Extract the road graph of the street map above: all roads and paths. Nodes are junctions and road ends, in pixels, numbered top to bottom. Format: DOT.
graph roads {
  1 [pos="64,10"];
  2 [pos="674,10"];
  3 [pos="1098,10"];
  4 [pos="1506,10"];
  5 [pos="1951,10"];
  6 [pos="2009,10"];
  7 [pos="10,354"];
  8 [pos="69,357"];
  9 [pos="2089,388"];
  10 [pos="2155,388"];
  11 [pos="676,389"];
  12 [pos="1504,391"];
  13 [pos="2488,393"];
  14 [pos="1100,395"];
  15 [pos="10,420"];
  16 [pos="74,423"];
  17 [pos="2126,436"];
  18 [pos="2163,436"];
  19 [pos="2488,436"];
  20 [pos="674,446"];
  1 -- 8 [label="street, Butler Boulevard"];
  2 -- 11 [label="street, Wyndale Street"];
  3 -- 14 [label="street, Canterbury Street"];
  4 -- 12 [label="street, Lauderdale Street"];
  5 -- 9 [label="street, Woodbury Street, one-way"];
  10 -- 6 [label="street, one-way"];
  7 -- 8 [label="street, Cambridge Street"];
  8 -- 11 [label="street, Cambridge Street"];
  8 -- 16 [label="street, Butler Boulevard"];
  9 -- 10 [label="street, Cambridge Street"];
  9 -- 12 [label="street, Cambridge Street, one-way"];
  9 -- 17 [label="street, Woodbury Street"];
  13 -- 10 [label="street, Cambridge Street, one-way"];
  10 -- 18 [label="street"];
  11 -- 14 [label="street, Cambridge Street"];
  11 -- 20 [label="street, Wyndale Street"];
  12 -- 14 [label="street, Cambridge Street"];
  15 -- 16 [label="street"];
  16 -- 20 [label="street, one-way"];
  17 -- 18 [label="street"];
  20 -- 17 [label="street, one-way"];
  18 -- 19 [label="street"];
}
═══
:: Exercise requirements ::
Set down the data in full, word for word.

:: Output below ::
Extract the road graph of the street map above: all roads and paths. Nodes are junctions and road ends, in pixels, numbered top to bottom. Format: DOT.
graph roads {
  1 [pos="64,10"];
  2 [pos="674,10"];
  3 [pos="1098,10"];
  4 [pos="1506,10"];
  5 [pos="1951,10"];
  6 [pos="2009,10"];
  7 [pos="10,354"];
  8 [pos="69,357"];
  9 [pos="2089,388"];
  10 [pos="2155,388"];
  11 [pos="676,389"];
  12 [pos="1504,391"];
  13 [pos="2488,393"];
  14 [pos="1100,395"];
  15 [pos="10,420"];
  16 [pos="74,423"];
  17 [pos="2126,436"];
  18 [pos="2163,436"];
  19 [pos="2488,436"];
  20 [pos="674,446"];
  1 -- 8 [label="street, Butler Boulevard"];
  2 -- 11 [label="street, Wyndale Street"];
  3 -- 14 [label="street, Canterbury Street"];
  4 -- 12 [label="street, Lauderdale Street"];
  5 -- 9 [label="street, Woodbury Street, one-way"];
  10 -- 6 [label="street, one-way"];
  7 -- 8 [label="street, Cambridge Street"];
  8 -- 11 [label="street, Cambridge Street"];
  8 -- 16 [label="street, Butler Boulevard"];
  9 -- 10 [label="street, Cambridge Street"];
  9 -- 12 [label="street, Cambridge Street, one-way"];
  9 -- 17 [label="street, Woodbury Street"];
  13 -- 10 [label="street, Cambridge Street, one-way"];
  10 -- 18 [label="street"];
  11 -- 14 [label="street, Cambridge Street"];
  11 -- 20 [label="street, Wyndale Street"];
  12 -- 14 [label="street, Cambridge Street"];
  15 -- 16 [label="street"];
  16 -- 20 [label="street, one-way"];
  17 -- 18 [label="street"];
  20 -- 17 [label="street, one-way"];
  18 -- 19 [label="street"];
}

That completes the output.